When comparing the different Byzantine behaviours, Fig. 7 shows that their impact on the system with systemic protection is approximately the same when the rotation angle is greater than the threshold \(\Theta =30^\circ\) used to classify outliers by the smart contract. Instead, when the rotation angle is smaller than \(\Theta\), the Byzantine robots are able to deteriorate the collective performance because sporadically a few robots drift away from the robot chain connecting food and nest. Even though in this study the smart contract classifies (and rewards) navigation vectors as similar or different based on a fixed threshold \(\Theta\), thus making it easy for malevolent Byzantine robots to exploit this smart contract weakness, future work will investigate how to strengthen the outlier classification algorithm, for example, by changing \(\Theta\) adaptively as a function of the reputation of the robot providing information.

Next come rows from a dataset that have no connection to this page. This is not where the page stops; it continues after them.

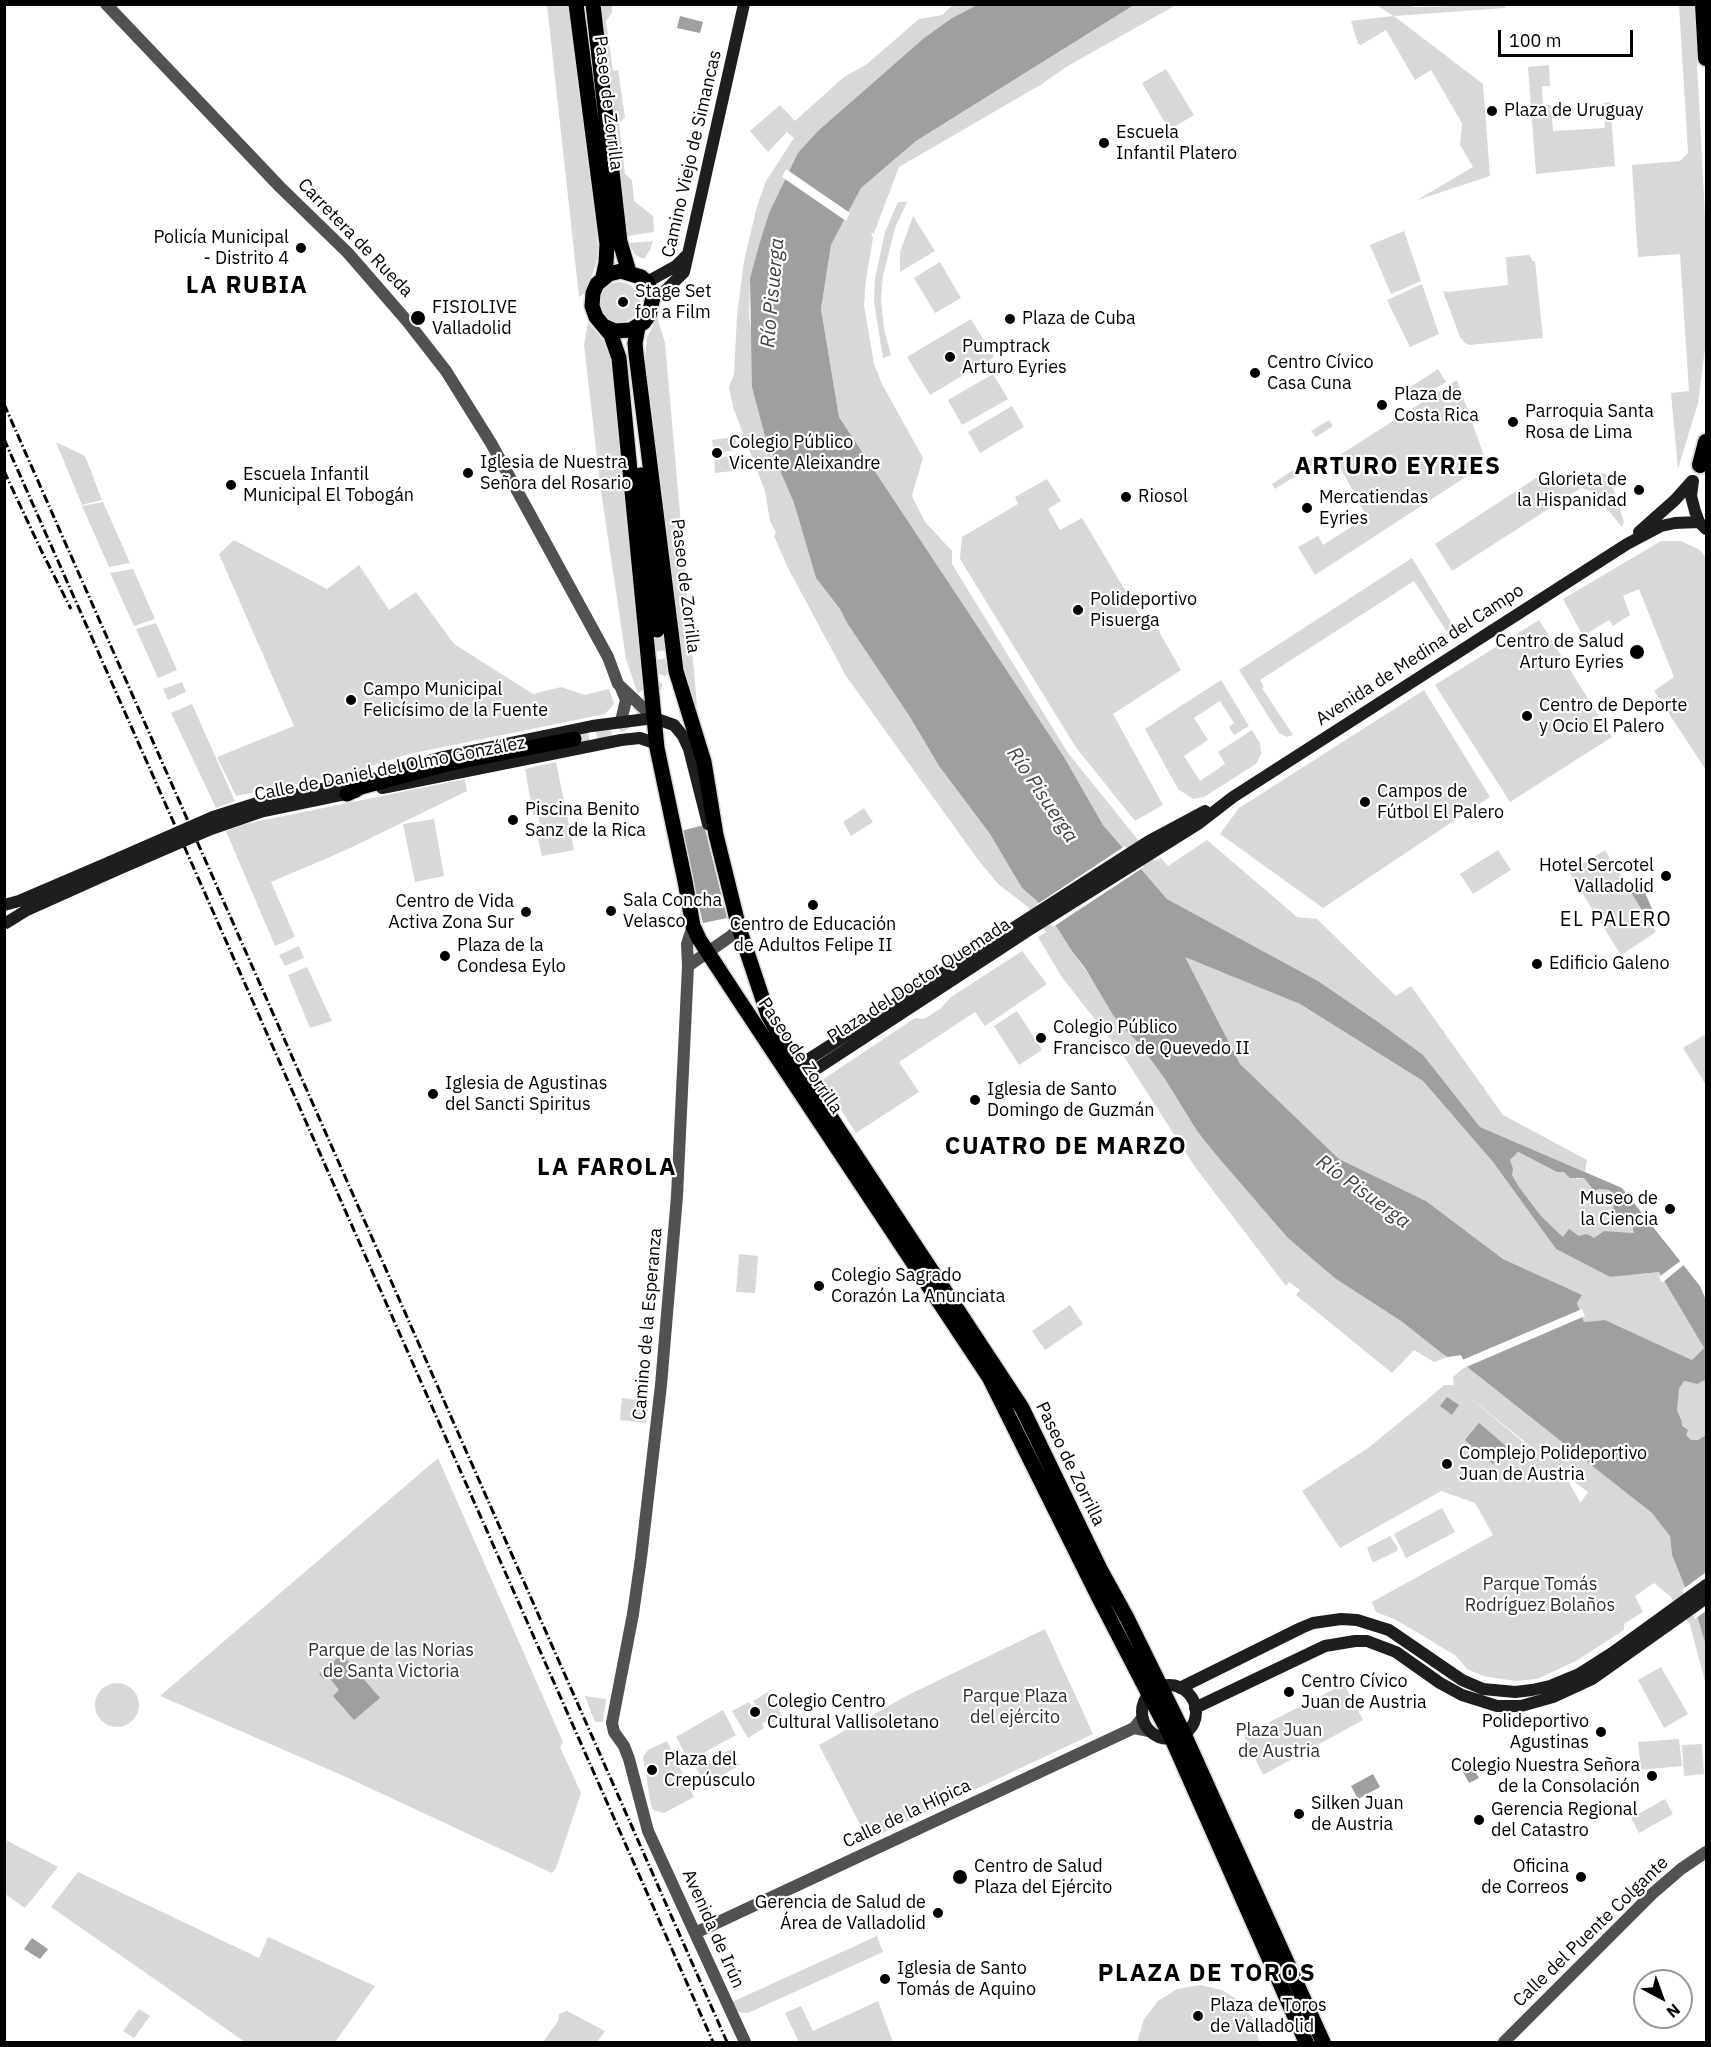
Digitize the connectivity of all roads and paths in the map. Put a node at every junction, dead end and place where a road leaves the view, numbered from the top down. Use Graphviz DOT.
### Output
graph roads {
  1 [pos="106,4"];
  2 [pos="576,4"];
  3 [pos="593,4"];
  4 [pos="744,4"];
  5 [pos="1702,4"];
  6 [pos="1707,58"];
  7 [pos="688,254"];
  8 [pos="629,272"];
  9 [pos="603,277"];
  10 [pos="646,282"];
  11 [pos="653,297"];
  12 [pos="606,327"];
  13 [pos="638,327"];
  14 [pos="635,343"];
  15 [pos="1707,442"];
  16 [pos="1703,463"];
  17 [pos="1692,481"];
  18 [pos="1703,526"];
  19 [pos="1627,544"];
  20 [pos="657,630"];
  21 [pos="621,687"];
  22 [pos="654,718"];
  23 [pos="621,721"];
  24 [pos="574,739"];
  25 [pos="657,744"];
  26 [pos="347,794"];
  27 [pos="259,807"];
  28 [pos="1153,846"];
  29 [pos="112,867"];
  30 [pos="728,882"];
  31 [pos="4,905"];
  32 [pos="5,921"];
  33 [pos="693,926"];
  34 [pos="739,928"];
  35 [pos="708,952"];
  36 [pos="688,966"];
  37 [pos="798,1074"];
  38 [pos="1707,1585"];
  39 [pos="1707,1598"];
  40 [pos="1645,1636"];
  41 [pos="1180,1688"];
  42 [pos="1155,1690"];
  43 [pos="1195,1708"];
  44 [pos="1142,1718"];
  45 [pos="1134,1728"];
  46 [pos="1149,1731"];
  47 [pos="1178,1736"];
  48 [pos="648,1831"];
  49 [pos="1707,1852"];
  50 [pos="695,1933"];
  51 [pos="745,2043"];
  52 [pos="1306,2043"];
  53 [pos="1323,2043"];
  54 [pos="1504,2043"];
  1 -- 21 [label="street, Carretera de Rueda"];
  2 -- 9 [label="main road, Paseo de Zorrilla"];
  3 -- 8 [label="main road, Paseo de Zorrilla"];
  4 -- 7 [label="main road, Camino Viejo de Simancas"];
  5 -- 6 [label="highway"];
  7 -- 10 [label="main road"];
  7 -- 11 [label="main road, Camino Viejo de Simancas"];
  8 -- 9 [label="main road"];
  8 -- 10 [label="main road"];
  9 -- 12 [label="main road, Paseo de Zorrilla"];
  10 -- 11 [label="main road"];
  11 -- 13 [label="main road, Paseo de Zorrilla"];
  12 -- 13 [label="main road"];
  12 -- 22 [label="main road, Paseo de Zorrilla"];
  13 -- 14 [label="main road, Paseo de Zorrilla"];
  14 -- 20 [label="main road"];
  14 -- 30 [label="main road, Paseo de Zorrilla"];
  15 -- 16 [label="highway"];
  16 -- 17 [label="main road, Avenida de Medina del Campo"];
  17 -- 18 [label="main road"];
  17 -- 19 [label="main road, Avenida de Medina del Campo"];
  18 -- 19 [label="main road, Avenida de Medina del Campo"];
  19 -- 28 [label="main road, Avenida de Medina del Campo"];
  21 -- 22 [label="street, Carretera de Rueda"];
  21 -- 23 [label="street, Carretera de Rueda"];
  22 -- 23 [label="main road, Calle de Daniel del Olmo González"];
  22 -- 25 [label="main road, Paseo de Zorrilla"];
  22 -- 30 [label="main road, Paseo de Zorrilla"];
  23 -- 27 [label="main road, Calle de Daniel del Olmo González"];
  24 -- 26 [label="main road"];
  25 -- 26 [label="main road, Calle de Daniel del Olmo González"];
  25 -- 33 [label="main road, Paseo de Zorrilla"];
  26 -- 27 [label="main road, Calle de Daniel del Olmo González"];
  27 -- 29 [label="main road, Calle de Daniel del Olmo González, bridge"];
  28 -- 37 [label="main road, Plaza del Doctor Quemada"];
  29 -- 31 [label="main road, Calle de Daniel del Olmo González"];
  29 -- 32 [label="main road, Calle de Daniel del Olmo González"];
  30 -- 34 [label="main road, Paseo de Zorrilla"];
  33 -- 35 [label="main road, Paseo de Zorrilla"];
  33 -- 36 [label="street, Camino de la Esperanza"];
  34 -- 35 [label="street"];
  34 -- 37 [label="main road, Paseo de Zorrilla"];
  35 -- 36 [label="street"];
  35 -- 37 [label="main road, Paseo de Zorrilla"];
  36 -- 48 [label="street, Camino de la Esperanza"];
  37 -- 42 [label="main road, Paseo de Zorrilla"];
  38 -- 40 [label="main road"];
  39 -- 40 [label="main road"];
  40 -- 41 [label="main road"];
  40 -- 43 [label="main road"];
  41 -- 42 [label="main road"];
  41 -- 43 [label="main road"];
  42 -- 44 [label="main road"];
  42 -- 47 [label="main road, Paseo de Zorrilla"];
  43 -- 47 [label="main road"];
  44 -- 45 [label="street, Calle de la Hípica"];
  44 -- 46 [label="main road"];
  45 -- 46 [label="street"];
  45 -- 50 [label="street, Calle de la Hípica"];
  46 -- 47 [label="main road"];
  47 -- 52 [label="main road, Paseo de Zorrilla"];
  47 -- 53 [label="main road, Paseo de Zorrilla"];
  48 -- 50 [label="street, Avenida de Irún"];
  49 -- 54 [label="street, Calle del Puente Colgante"];
  50 -- 51 [label="street, Avenida de Irún"];
}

In addition, while the transparency of blockchain smart contracts (which are algorithms with code and data publicly available19) may enable exploitation by Byzantine agents, in a real-world deployment, such an open-source system facilitates detecting flaws in the economic mechanism and subsequent correction (Linus’s law56). Our approach to open swarm robotics seeks a balance between an accessible knowledge of the global economic rules and the use of cryptographic methods that can ensure privacy and protect individual robots from targeted attacks.

Figure 7
figure 7

Collective performance comparison between robot swarms that only use individual protection and swarms that use both individual and systemic protection through outlier penalisation with staking. The collective performance (y-axis) is measured as the number of items collected by a swarm of 25 robots in the last 10 000 timesteps of an experiment 30 000 timesteps long (results of 32 simulations). We only record the collective performance in the last part of the experiment in order to study the dynamics once the robot chain—connecting nest and food—is formed. The swarm comprises one Byzantine robot (panel A) or three Byzantine robots (panel B) which consistently send incorrect path information by rotating the navigation vector by the angle indicated on the x-axis (note that when the rotation angle is equal to zero there are no Byzantine robots in the swarm).

Discussion

This article introduces the concept of an information market where robots can buy and sell information instead of simply exchanging it for free. Through multiagent simulations, we provide a proof of concept for an information market regulating robots’ social navigation during the execution of central place foraging. We show that through economic transactions (and potentially smart contracts) we can design robot-to-robot payment schemes and reward mechanisms that redistribute wealth from robots sharing directions deemed as outliers to robots sharing directions that fall in line with information shared by the majority of the swarm. Our economic rules succeed in penalising dissemination of incorrect information and, in turn, encourage the exchange of truthful information. Being this a proof of concept aimed at proposing a new economics-inspired approach for the design of robot swarms, the case study is relatively simple and has some limitations which can be addressed in future work. For example, the environment consists of an obstacle-free plane with two sites only (food and nest), the robots are simulated as point particles without collisions, and the exchanged path information is a simple vector. While the simplicity of our setup allowed us to show the strength and potential of the economics-inspired approach, future studies developed with physical robots navigating through complex environments and exchanging paths based on elaborated trajectories (e.g., using waypoints) will be able to confirm the possibility of employing our new approach to deploy resilient robot swarms in the real world.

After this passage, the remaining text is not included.